Since COVID-19 hit, many ultras have been either postponed, canceled or both. That happened not only in America but all over the world. As a result, participants have often been left with nothing: no way to connect, no hope and more often than not, no full reimbursement. The Vibram Hong Kong 100, which is the first race of the Ultra–Trail® World Tour calendar year and by far the most attractive ultra trail race in Asia, is one of the few ultrarunning events that refused to surrender to the ambient negative narrative. Allowing runners to participate in a different version of the event has made a bold statement that will impact our sport forever.
This past January, for the local Chinese authorities, the threat of COVIID-19 was understandably too severe for any local running events to take place. As it was logistically impossible and illegal to hold it, the Vibram Hong Kong 100 was canceled. Instead of gathering in Hong Kong, runners from across the world were offered an alternative: run it anywhere, on their own course. Thanks to the race organizers, Janet Ng and Steve Brammar, runners were offered a virtual event that made good sense.
First, the event changed its name and became the Vibram Hong Kong 100 Flex. And it was flexible, alright. The rules were straightforward: run the course in Hong Kong without any official support from the race organizers, only if you were a local resident. Or, run and match the distance and elevation from wherever you live. That’s the brilliant part.
Whether you lived in Hong Kong or not, the time frame of the event was a full month, from January 16–February 15, 2021. Runners could complete the race in one run or divide it into as many shorter segments as needed, with no time limit. It was not a typical race, and it was certainly not about competing. It was about participating and finishing.
“HK100 Flex is a call to everyone to continue to train, run, hike and connect wherever you are in the world,’’ explained Janet Ng and Steve Brammar. “It is not a competition. It is our way of giving you a little nudge to stay fit and strong and continue to pursue your personal trail running goals in these difficult times.”
Ironically, this COVID crisis started to seriously impact all of us around February 2020, only a few days after the finish of last year’s race. Today, after months of disappointment and frustration, we certainly deal better with not being able to run and race like before. It’s terrible, of course, but we’re getting more and more accustomed to it. At this point in our lives, any creative way to keep us connected to an event, to the community and ultimately, to each other, is a relief.
I have French citizenship and I am also, technically, an Italian resident. But for the last year and a half, I’ve been a foreign correspondent in North America, with my current homebase in Southern California. As a journalist, citizen of the world and an ultrarunner, I have been given the opportunity to live and travel all over for work and running. It is not an exaggeration to write that the world is my playground. If COVID-19 is forcing you and I to add a digital or a virtual side to our running, then so be it. It is what it is. What are we going to do about it? Stop running?
Because I had been in Hong Kong last year to run the HK100 for real, I decided to enter this year’s Vibram Hong Kong 100 Flex and run it virtually from home. I chose a very all-American state park, north of Los Angeles: Malibu Creek State Park. This is where Hollywood shot the M.A.S.H. television series throughout the ’70s. For over a month, I divided my “race” into five segments.
Thanks to the technology of our modern GPS watches, the results submission procedure was flawless, fast and secure. Again, HK100 Flex was not a race and there was nothing to win and no one to beat. The whole concept was about finishing it within the rules. At the end of the month-long window, I was declared a finisher. A few days later, I received an actual medal on which the little runner figure is wearing a mask, a few other physical goodies and a genuine finisher certificate sent to me directly from Hong Kong.
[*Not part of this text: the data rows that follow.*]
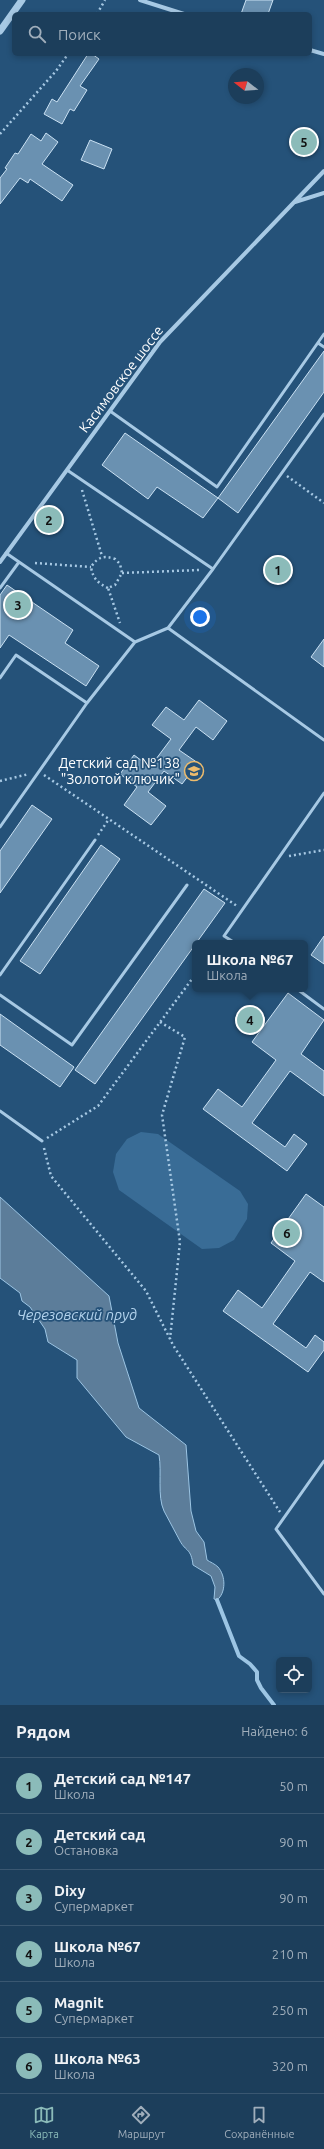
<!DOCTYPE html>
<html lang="ru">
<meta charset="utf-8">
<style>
body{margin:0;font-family:Ubuntu,sans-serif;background:#294964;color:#f1f3f6}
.controls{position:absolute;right:12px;bottom:12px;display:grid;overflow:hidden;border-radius:6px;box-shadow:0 2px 6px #0003}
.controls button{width:36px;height:36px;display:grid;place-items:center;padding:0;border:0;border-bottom:1px solid #3a5771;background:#1c3e5b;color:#f1f3f6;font:20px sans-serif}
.compass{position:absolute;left:228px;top:68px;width:36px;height:36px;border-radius:50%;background:#1c3e5b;box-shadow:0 2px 6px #0003;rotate:287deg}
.you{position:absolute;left:200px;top:617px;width:14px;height:14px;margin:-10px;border:3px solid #fff;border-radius:50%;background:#1a73e8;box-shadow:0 0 0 6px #1a73e833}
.badge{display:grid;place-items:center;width:26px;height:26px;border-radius:50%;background:#8bbbb9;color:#111;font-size:13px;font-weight:700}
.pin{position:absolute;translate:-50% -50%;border:2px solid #fff;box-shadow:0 1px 4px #0006}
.popup{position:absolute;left:192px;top:940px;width:116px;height:52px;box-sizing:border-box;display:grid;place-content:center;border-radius:6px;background:#1c3e5b;filter:drop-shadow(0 1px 3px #0005);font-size:13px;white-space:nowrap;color:#a0aebb}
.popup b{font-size:15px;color:#f1f3f6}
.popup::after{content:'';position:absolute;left:50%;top:100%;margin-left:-8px;border:8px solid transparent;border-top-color:#1c3e5b}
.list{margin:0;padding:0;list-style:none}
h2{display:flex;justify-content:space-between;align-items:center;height:52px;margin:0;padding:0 16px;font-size:17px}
h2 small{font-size:13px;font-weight:400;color:#a0aebb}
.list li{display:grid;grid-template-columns:26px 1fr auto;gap:12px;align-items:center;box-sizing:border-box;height:56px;padding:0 16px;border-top:1px solid #3a5771}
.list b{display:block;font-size:15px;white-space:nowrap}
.list p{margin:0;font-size:13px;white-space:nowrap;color:#a0aebb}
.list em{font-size:13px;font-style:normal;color:#a0aebb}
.icon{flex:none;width:22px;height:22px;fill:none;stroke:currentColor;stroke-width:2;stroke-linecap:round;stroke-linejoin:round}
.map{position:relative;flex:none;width:324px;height:1705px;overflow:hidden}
.search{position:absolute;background:#1c3e5b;box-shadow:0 2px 6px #0003;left:12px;right:12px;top:12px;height:44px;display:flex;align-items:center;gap:10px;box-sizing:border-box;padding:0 14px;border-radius:6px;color:#a0aebb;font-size:15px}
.sheet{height:388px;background:#1c3e5b}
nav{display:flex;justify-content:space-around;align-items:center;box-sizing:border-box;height:56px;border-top:1px solid #3a5771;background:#1c3e5b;font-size:11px;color:#a0aebb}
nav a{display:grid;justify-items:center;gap:2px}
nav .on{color:#8bbbb9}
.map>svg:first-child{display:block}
</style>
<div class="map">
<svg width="324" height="1705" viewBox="0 0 324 1705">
<rect width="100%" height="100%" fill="#255279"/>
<path fill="#396c96" d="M141,1132L158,1134L240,1191L248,1204L247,1219L234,1240L219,1248L202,1249L119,1190L113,1172L116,1154L127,1139Z"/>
<path fill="#5c7d9a" stroke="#9cc5e4" d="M0,1197L109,1296L118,1343L139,1408L186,1445L191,1511L196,1531L204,1542L207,1560C210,1562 215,1564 218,1567C226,1576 226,1593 217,1600L214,1599L215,1587L211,1576L193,1565C191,1548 186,1552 180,1541C175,1531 169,1521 164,1511C157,1496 162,1472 159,1455L126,1437L77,1378V1360L48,1342L45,1329L30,1307L22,1301L20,1293L0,1278Z"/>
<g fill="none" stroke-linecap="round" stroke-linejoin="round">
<path stroke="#9cc5e4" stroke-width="4" d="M217,1600L239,1656L250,1664L257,1672V1680L261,1688L274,1705"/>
</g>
<path fill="#6a91b1" stroke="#cae1f3" d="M246,0H273L268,14H241Z
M88,54H92L99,59L80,86L87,90L74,111L70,109L62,124L44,114L52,99L57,102Z
M46,133L58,142L42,164L73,185L62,201L30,179L28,183L20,178L0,204V178L7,169L5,168L15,153L18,154L31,134L41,141Z
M90,140L112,149L104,169L81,160Z
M324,351V392L238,513L218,498Z
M125,433L218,498L203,518L157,487L148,499L102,465Z
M7,585L73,630L65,643L99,666L86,686L9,635L0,648V595Z
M324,639V667L311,657Z
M199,700L227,721L213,740L196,727L179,750L198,763L182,784L164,771L148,792L166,806L151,825L124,805L137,787L120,774L134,755L150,767L171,739L152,725L166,707L184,720Z
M32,805L52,819L0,893V851Z
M101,845L120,859L40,974L20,961Z
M204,889L225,903L95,1084L75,1070Z
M324,936V964L311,955Z
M288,993L324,1020L301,1054L324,1071V1096L290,1071L252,1123L285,1147L294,1134L307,1144L287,1171L203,1109L218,1089L242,1107L276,1060L252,1042Z
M0,1014L74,1067L60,1087L0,1045Z
M306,1194L324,1207V1282L310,1272L273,1324L306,1348L315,1335L324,1342V1350L308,1372L223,1311L238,1290L262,1308L295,1261L271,1243Z"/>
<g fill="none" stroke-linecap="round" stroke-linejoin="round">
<path stroke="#a7c9e4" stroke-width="2.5" stroke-dasharray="2 3" stroke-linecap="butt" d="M97,14L105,0
M0,134L56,71L68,54
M287,476L324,503
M82,490L102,556
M35,563L91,567
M122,573L199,570
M108,588C98,583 93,579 91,567C98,557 103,555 115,559L120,564L122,573L115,585L108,588L120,623
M44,775L237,906
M0,781L29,774
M98,835L109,819
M289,856L324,850
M160,1022L185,1037L162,1115L180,1242L170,1339
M47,1138L98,1106L195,975
M44,1148L51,1176L146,1291L173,1345L280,1512"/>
<path stroke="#a7c9e4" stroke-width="3" d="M318,343L324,347
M110,411L217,487L324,334
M67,470L213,569L324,414
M6,553L135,642L168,628L324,740
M0,588L19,562
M168,628L213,569
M0,678L16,655L87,703L135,642
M0,827L87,703
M235,943L224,936L324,793
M0,975L95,840
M297,989L324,1009
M0,995L72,1045L187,885
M0,1111L42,1141
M324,1461L276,1529L324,1594"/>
<path stroke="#a7c9e4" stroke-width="4" d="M140,0L184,14
M310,50L324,54
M295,202L324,193
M0,562L160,342L324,171"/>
<path stroke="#a7c9e4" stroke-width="7" d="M0,31L22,0"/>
</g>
<defs>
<g id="school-ring" transform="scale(1)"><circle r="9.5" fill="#255279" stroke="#edbb6c" stroke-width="1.5"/><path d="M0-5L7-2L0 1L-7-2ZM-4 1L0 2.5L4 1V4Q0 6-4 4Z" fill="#edbb6c"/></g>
</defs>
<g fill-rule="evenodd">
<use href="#school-ring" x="194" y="771"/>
</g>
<g text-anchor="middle" stroke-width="3.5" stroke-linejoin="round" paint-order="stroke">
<g font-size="14" fill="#fff" stroke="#255279">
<text transform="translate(121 379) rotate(-53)" y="5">Касимовское шоссе</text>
</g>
<g font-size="14" fill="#fff" stroke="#255279" text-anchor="end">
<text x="180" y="768">Детский сад №138<tspan x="180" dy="16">"Золотой ключик"</tspan></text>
</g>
<g font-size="15" font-style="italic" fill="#b2d2ec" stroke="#255279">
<text x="77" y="1320">Черезовский пруд</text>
</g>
</g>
</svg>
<div class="controls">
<button><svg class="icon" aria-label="locate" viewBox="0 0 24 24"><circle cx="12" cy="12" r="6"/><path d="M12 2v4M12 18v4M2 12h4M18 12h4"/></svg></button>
</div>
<svg class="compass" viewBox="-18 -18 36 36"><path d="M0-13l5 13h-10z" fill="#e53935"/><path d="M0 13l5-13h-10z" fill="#a0aebb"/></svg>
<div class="you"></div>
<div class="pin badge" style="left:278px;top:570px">1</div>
<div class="pin badge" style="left:49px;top:520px">2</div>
<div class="pin badge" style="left:18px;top:605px">3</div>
<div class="pin badge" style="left:250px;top:1020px">4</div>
<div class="popup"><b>Школа №67</b>Школа</div>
<div class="pin badge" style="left:304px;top:142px">5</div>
<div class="pin badge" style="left:287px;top:1233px">6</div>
<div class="search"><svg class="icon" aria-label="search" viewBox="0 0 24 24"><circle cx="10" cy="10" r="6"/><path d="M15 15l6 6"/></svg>Поиск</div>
</div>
<section class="sheet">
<h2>Рядом<small>Найдено: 6</small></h2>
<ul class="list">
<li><span class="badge">1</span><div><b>Детский сад №147</b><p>Школа</p></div><em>50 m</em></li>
<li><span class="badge">2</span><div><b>Детский сад</b><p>Остановка</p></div><em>90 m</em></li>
<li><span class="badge">3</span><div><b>Dixy</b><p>Супермаркет</p></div><em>90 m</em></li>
<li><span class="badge">4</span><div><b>Школа №67</b><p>Школа</p></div><em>210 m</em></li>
<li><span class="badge">5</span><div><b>Magnit</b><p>Супермаркет</p></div><em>250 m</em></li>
<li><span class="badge">6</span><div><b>Школа №63</b><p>Школа</p></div><em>320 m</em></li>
</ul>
</section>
<nav>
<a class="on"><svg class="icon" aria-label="map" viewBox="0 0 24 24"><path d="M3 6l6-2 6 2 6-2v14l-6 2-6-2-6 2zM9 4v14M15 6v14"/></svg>Карта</a>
<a><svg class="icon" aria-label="directions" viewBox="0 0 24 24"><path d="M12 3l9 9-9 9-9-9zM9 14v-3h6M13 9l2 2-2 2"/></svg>Маршрут</a>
<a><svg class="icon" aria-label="saved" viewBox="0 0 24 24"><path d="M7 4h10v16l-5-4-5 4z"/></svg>Сохранённые</a>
</nav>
Yes, the future of ultrarunning has been changed forever. This is a big change in the way we participate in running events and get together. Still, it’s not more sad or frustrating than doing Zoom meetings for work everyday or working from home. Those things are now fully integrated into our modern living. We have often welcomed them as a sign of progress. Just like that, the opportunity to run virtually should be considered progress.
I’m not sure what Western States Endurance Run, Hardrock, UTMB or Marathon Des Sables will do this season, but we could expect some iconic races to lead the way and embrace this virtual revolution. Races like the Boston, New York and Tokyo Marathons are great examples. Now is the time to allow us all to participate one way or another. Real racing will be back sooner or later, but virtual racing (the way the Hong Kong 100 Flex has done) is highly satisfactory. It does not take away anything from the quality of those events, it simply adds a layer of possibility, hope and gathering beyond our physical borders and other limitations.